All sounds very wonderful but still something for the distant future.
martinwinlow
I wouldn't bet that either 'lightwave' electronics or quantum electronics will take 'a very long time' to find their way into an off-the-shelf product - for starters, I'd imagine any company involved in AI will already be developing such technology... including Tesla.
Grunchy
“A million times faster!!!”
The very idea. Why, you look merely at the progress from the 1980s era computers to today, I wonder if that equates to a million-fold increase in power.
In fact, I distinctly remember buying a 3-pack of 360kB diskettes from Radio Shack for $20 and thinking, “I hold enough storage media to hold 1 million bytes!”
The other day I bought a Sandisk 128GB USB device approximately the size of my thumbnail, also for $19.99. Have things really changed to be 1 million times more powerful than they used to be?

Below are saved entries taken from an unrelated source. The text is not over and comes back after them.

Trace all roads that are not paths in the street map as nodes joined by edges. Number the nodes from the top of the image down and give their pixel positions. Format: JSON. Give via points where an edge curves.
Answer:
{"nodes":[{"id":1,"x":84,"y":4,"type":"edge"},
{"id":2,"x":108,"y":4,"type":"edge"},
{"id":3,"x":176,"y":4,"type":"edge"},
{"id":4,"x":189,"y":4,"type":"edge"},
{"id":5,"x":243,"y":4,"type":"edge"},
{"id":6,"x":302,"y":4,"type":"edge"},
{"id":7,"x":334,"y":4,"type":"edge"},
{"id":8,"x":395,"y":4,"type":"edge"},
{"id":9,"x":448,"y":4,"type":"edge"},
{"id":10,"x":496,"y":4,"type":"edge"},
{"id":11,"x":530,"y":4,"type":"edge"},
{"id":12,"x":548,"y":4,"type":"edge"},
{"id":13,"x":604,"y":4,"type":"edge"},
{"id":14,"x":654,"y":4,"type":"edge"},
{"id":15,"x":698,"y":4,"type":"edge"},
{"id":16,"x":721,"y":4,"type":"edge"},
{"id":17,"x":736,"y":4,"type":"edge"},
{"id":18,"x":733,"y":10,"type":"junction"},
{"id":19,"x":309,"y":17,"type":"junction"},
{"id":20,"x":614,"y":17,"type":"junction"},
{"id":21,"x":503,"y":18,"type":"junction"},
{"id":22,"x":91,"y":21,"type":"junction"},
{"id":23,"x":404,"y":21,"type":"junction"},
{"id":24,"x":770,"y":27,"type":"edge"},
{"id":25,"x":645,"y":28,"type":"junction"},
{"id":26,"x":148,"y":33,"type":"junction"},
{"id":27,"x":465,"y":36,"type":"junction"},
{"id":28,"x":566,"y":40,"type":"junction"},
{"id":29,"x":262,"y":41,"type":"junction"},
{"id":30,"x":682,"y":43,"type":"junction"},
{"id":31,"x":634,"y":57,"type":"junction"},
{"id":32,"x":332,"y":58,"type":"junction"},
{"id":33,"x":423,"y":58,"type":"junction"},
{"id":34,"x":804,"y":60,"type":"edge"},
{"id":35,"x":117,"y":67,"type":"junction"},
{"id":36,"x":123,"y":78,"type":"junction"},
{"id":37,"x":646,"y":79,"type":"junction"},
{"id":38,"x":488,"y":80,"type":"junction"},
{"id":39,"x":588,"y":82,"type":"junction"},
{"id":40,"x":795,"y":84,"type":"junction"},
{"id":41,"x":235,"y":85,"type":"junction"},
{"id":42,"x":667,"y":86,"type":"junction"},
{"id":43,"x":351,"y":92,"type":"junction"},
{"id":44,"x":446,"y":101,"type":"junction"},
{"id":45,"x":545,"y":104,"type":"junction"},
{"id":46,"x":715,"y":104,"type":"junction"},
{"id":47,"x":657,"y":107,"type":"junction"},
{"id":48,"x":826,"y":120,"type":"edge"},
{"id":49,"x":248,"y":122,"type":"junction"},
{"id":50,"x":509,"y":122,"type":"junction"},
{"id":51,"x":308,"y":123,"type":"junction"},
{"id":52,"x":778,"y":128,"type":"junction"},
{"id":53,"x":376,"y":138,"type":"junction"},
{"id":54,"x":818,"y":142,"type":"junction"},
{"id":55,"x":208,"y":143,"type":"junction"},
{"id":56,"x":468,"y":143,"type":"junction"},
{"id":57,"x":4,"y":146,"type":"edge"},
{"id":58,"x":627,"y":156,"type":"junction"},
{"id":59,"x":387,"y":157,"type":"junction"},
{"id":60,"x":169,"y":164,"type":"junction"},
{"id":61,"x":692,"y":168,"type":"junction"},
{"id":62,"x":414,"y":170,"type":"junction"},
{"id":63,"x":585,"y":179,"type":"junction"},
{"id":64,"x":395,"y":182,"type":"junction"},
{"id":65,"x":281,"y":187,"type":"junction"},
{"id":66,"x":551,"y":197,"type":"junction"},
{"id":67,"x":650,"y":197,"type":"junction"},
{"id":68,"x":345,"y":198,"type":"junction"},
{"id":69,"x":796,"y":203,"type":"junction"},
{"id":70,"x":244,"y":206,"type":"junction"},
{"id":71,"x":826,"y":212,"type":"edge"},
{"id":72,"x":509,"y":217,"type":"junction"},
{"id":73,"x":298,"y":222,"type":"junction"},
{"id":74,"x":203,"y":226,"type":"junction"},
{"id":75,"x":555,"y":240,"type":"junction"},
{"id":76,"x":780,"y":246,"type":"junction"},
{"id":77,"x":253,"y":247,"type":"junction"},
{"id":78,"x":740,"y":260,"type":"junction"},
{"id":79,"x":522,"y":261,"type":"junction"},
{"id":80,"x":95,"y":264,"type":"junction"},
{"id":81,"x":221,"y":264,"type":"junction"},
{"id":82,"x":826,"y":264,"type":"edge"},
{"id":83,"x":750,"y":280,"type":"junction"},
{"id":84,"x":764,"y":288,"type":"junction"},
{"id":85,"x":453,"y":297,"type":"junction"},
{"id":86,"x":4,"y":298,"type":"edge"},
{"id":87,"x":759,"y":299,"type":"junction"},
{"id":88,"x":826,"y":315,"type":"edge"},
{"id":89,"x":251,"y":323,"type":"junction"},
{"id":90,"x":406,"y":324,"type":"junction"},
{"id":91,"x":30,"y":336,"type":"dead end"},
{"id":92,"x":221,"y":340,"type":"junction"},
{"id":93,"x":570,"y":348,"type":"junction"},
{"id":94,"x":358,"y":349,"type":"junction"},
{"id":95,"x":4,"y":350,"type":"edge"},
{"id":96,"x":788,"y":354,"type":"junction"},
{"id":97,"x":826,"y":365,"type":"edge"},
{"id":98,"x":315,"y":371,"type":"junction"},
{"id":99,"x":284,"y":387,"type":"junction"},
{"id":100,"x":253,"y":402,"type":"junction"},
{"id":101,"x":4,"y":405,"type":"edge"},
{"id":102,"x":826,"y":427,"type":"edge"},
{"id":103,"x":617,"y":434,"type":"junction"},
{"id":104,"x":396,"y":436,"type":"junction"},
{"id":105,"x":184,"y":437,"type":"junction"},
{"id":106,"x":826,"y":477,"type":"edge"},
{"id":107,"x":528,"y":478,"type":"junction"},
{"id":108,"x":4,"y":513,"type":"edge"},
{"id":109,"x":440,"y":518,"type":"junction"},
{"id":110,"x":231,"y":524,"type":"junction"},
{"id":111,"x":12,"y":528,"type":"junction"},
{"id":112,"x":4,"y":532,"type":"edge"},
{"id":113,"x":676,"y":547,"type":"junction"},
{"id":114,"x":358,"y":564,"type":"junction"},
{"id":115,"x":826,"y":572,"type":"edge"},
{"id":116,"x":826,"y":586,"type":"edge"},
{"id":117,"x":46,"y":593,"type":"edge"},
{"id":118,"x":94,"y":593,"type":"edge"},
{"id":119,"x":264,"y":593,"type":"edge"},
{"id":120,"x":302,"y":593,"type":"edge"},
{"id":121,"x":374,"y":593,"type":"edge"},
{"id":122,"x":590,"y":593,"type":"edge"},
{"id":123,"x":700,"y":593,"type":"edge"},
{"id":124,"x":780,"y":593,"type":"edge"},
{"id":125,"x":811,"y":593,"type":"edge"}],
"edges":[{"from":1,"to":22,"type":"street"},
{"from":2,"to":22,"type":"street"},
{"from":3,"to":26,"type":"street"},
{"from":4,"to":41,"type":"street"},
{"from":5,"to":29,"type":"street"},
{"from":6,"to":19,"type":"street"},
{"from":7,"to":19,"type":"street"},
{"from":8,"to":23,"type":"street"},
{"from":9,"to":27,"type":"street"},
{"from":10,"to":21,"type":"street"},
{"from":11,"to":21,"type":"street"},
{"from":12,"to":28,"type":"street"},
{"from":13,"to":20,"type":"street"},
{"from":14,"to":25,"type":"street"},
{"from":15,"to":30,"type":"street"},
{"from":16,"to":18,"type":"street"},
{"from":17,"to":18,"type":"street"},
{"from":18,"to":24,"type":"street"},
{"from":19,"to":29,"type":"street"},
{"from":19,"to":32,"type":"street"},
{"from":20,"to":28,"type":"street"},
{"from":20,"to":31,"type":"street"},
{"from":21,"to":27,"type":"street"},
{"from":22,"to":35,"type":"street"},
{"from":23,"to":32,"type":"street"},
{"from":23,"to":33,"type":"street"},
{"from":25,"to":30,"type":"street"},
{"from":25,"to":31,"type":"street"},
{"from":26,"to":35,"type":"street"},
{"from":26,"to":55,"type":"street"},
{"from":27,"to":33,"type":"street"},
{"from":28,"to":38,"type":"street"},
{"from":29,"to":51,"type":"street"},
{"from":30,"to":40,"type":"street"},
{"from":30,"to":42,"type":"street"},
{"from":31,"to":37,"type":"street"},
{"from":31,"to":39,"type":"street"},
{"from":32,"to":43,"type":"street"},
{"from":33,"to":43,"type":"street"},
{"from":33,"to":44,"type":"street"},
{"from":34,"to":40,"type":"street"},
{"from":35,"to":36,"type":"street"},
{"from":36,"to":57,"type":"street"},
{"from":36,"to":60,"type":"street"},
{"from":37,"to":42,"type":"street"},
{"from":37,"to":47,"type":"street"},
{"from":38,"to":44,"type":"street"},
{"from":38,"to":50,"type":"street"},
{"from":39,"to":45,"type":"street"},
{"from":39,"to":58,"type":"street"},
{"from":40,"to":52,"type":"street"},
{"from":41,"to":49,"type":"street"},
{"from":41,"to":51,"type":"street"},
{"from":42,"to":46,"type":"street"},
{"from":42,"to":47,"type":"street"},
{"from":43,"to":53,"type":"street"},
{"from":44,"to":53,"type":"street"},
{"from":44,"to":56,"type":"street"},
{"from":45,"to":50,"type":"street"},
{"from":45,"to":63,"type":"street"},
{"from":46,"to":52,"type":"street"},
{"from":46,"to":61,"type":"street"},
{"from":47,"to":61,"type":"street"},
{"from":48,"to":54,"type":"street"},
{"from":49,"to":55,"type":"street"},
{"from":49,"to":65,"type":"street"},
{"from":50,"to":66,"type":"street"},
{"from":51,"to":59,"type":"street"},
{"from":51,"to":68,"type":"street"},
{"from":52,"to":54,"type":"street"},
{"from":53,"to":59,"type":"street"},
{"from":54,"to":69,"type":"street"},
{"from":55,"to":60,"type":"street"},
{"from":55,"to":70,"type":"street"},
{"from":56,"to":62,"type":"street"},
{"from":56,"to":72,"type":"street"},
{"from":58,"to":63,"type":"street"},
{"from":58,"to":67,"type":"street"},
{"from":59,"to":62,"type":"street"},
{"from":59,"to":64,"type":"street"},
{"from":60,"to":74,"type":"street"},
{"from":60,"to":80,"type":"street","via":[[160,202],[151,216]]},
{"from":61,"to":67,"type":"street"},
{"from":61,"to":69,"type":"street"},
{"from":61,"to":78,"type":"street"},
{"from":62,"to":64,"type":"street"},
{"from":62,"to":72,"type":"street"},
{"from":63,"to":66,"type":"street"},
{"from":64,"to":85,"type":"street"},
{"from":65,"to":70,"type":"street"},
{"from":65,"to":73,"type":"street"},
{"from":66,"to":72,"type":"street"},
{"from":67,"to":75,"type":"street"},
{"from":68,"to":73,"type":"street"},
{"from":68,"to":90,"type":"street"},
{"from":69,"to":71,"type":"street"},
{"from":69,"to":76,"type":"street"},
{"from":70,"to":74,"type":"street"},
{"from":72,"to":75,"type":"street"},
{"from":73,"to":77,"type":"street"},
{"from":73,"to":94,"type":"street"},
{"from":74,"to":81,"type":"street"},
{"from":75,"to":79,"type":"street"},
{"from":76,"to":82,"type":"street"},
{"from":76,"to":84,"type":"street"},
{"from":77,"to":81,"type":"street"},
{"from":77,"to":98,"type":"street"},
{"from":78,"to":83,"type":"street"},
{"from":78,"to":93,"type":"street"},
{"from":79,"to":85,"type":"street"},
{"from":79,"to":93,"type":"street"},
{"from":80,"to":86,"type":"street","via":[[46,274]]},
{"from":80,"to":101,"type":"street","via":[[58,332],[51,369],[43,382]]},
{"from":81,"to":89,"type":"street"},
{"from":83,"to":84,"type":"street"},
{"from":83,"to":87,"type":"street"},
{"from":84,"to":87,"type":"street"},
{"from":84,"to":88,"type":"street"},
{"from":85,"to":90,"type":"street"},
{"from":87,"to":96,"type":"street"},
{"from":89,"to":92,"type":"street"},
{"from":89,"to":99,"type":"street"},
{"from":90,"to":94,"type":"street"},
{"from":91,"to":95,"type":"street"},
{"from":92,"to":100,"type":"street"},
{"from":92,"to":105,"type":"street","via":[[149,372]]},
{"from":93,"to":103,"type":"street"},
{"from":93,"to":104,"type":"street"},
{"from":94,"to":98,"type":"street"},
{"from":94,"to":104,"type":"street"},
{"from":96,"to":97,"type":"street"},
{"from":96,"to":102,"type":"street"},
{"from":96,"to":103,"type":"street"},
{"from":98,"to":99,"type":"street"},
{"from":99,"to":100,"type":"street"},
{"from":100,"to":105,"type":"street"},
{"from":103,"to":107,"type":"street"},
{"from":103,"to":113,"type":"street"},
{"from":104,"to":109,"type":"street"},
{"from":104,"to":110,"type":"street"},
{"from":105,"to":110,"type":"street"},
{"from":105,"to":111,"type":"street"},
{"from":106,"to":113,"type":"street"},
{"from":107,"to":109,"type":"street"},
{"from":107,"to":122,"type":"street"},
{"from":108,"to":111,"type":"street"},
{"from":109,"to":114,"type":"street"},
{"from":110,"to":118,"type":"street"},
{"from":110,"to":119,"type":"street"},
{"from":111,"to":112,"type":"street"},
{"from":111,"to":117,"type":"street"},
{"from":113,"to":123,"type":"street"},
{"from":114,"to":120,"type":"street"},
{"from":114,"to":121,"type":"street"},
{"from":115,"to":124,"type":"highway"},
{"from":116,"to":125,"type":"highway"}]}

Or let’s suppose my 300 baud data communication modem was able to muster 30 characters per second, what would a million-fold increase look like: 30 million bytes per second?
Treon Verdery
This is great, two thoughts are that graphene could be lacy or cobwebby with voids for different conductivity, maybe even with chickenwires made from non hexagons like C7,8,9, perhaps C=C C-C alternate alkene forms. Also, newatlas has an article on how isotopically pure 28Si is 150% better, perhaps isotopically pure carbon would be beneficial.